Start of Block

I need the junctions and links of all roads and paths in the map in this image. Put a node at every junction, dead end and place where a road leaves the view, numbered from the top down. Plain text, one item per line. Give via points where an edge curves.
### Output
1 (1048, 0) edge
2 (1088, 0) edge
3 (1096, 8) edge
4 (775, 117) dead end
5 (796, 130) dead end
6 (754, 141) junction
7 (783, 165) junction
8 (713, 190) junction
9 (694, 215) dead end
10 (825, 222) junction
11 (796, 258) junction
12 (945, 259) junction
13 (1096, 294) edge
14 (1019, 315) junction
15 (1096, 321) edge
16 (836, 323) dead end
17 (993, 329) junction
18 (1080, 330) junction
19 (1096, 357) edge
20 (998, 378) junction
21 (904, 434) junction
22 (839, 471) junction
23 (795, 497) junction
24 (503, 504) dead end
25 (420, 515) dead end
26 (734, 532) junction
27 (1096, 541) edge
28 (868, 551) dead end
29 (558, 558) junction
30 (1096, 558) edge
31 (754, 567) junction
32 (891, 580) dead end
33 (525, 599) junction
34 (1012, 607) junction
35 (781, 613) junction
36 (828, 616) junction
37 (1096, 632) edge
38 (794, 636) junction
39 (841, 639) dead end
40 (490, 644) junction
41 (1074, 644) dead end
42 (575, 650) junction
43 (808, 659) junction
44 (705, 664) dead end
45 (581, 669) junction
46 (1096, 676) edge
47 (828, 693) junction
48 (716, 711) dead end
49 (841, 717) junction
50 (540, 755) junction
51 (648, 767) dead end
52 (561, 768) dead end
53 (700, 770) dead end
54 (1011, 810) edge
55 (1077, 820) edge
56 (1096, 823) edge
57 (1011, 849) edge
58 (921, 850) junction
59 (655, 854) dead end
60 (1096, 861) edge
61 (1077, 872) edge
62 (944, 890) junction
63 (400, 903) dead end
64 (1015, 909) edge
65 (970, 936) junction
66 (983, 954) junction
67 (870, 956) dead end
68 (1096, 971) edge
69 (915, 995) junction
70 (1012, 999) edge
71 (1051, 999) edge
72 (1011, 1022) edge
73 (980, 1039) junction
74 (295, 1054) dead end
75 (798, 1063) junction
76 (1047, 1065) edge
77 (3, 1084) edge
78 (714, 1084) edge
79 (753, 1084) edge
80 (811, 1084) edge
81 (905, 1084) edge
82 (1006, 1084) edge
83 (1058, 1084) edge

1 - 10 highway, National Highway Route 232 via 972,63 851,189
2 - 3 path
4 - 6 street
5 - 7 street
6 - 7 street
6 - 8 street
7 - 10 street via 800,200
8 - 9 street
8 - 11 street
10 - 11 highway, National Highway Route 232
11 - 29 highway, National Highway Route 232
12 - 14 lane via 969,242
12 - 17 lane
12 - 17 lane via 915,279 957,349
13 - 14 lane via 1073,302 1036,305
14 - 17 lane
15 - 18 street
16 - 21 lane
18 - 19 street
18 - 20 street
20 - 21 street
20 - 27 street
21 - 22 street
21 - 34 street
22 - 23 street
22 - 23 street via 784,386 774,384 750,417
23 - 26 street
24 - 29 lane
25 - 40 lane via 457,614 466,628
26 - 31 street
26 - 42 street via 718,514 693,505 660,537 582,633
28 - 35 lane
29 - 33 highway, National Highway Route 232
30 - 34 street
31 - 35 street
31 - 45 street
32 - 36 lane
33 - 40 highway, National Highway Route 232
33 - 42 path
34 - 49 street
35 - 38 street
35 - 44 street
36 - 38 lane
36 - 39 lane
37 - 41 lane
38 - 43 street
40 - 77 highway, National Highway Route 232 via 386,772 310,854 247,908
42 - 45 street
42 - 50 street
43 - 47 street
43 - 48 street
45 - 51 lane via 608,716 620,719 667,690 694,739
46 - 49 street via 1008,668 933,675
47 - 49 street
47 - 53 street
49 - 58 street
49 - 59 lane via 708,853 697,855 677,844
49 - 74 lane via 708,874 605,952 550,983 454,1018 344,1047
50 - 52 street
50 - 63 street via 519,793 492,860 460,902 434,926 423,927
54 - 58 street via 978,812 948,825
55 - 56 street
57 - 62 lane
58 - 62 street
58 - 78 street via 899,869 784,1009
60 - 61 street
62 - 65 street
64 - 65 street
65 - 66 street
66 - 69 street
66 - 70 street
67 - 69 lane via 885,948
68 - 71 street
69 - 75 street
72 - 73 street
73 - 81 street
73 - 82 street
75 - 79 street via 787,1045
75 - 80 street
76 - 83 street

End of Block

In the records above, find each line that mentions the string "National", then copy it.

- _COMPLETED TASK_:
1 - 10 highway, National Highway Route 232 via 972,63 851,189
10 - 11 highway, National Highway Route 232
11 - 29 highway, National Highway Route 232
29 - 33 highway, National Highway Route 232
33 - 40 highway, National Highway Route 232
40 - 77 highway, National Highway Route 232 via 386,772 310,854 247,908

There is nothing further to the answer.